Initially incongruous, the sounds of innocence are yet they
are surreally bound to the terrible and perverse. Lynch’s
nostalgia is always sweet and sinister. Moreover, in Mulholland
Drive, bright and swooning girlie songs are made sexually
subversive. Their lyrics which express a teenage girl’s chaste
love for a boy are coloured and wryly transformed by Mulholland’s
sapphic romance, eroticism and violence.
Adam is distracted by Betty’s gaze. It is a look of yearning
and promise, expressing both sexual and professional interest
but Betty, we will see, will never work for the director.

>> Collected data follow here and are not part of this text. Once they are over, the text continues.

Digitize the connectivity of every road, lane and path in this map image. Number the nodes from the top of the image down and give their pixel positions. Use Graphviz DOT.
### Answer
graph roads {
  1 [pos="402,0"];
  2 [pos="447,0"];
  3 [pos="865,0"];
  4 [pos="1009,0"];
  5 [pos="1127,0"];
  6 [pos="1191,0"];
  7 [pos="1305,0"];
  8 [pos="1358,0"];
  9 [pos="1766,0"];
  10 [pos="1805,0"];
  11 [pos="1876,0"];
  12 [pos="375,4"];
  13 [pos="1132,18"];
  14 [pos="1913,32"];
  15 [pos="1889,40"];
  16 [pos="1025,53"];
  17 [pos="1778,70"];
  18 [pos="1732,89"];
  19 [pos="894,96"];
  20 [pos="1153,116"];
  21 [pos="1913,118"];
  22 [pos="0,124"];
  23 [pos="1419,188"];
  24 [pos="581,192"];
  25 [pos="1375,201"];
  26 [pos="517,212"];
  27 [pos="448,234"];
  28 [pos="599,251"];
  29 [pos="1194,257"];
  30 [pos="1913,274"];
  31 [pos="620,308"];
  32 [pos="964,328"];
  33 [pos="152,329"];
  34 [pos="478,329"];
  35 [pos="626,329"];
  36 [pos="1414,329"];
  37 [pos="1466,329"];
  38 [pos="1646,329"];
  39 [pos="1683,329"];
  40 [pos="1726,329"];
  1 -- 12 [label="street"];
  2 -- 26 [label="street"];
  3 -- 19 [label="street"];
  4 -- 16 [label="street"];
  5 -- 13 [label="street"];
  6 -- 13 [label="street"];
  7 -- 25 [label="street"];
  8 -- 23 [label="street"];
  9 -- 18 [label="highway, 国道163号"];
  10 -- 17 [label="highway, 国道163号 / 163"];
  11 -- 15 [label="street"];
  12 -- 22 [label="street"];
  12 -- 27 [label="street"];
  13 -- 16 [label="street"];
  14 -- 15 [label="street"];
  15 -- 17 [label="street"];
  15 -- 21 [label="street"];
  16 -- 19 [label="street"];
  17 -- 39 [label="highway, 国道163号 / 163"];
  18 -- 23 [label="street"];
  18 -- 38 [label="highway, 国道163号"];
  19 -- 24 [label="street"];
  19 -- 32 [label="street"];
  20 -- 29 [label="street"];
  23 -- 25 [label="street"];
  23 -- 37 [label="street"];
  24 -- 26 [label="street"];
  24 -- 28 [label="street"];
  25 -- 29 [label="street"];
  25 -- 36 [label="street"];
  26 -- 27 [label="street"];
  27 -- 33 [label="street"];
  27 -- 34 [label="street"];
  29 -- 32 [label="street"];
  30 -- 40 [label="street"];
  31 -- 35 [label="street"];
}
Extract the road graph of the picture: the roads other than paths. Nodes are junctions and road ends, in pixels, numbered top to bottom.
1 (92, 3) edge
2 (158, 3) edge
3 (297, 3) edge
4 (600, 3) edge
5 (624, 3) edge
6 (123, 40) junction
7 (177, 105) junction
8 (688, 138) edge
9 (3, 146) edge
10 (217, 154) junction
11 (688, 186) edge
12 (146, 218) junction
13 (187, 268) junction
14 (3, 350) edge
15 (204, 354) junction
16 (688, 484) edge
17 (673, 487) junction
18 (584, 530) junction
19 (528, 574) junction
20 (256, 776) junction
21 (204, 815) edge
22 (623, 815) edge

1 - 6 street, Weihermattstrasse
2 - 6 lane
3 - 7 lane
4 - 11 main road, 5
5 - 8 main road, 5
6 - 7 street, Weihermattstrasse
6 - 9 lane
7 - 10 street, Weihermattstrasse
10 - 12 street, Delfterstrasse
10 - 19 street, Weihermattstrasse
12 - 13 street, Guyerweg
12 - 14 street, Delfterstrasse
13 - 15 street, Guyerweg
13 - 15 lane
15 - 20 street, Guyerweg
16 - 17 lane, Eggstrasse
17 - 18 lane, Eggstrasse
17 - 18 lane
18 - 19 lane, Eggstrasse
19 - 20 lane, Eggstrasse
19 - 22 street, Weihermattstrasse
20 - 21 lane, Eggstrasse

In previous sequences within the dream narrative of Diane,
we follow the events which lead to Adam’s disempowerment as
his creative control is usurped by the Mafia and his dignity
robbed by his adulterous wife. His movie is pulled and he
is bizarrely made bankrupt. At the studio meeting watched
by the dwarf mogul in a mausoleum room, Adam is not only relegated
by the criminal fraternity but forced to endure their sinister
pushiness and their absurd vagaries. The demands of the bizarre
Hollywood elite apparently extend to an absolutely anal search
for the right kind of espresso. The bizarre meeting is held
up for a testing of the coffee which turns out to be wholly
inadequate. Adam ultimately watches in amazement as a Mafioso
executive spurts the offending cup of coffee. Lynch’s satire
of Hollywood power is markedly absurdist. The faking, fawning
and flaying are wonderfully exhibited.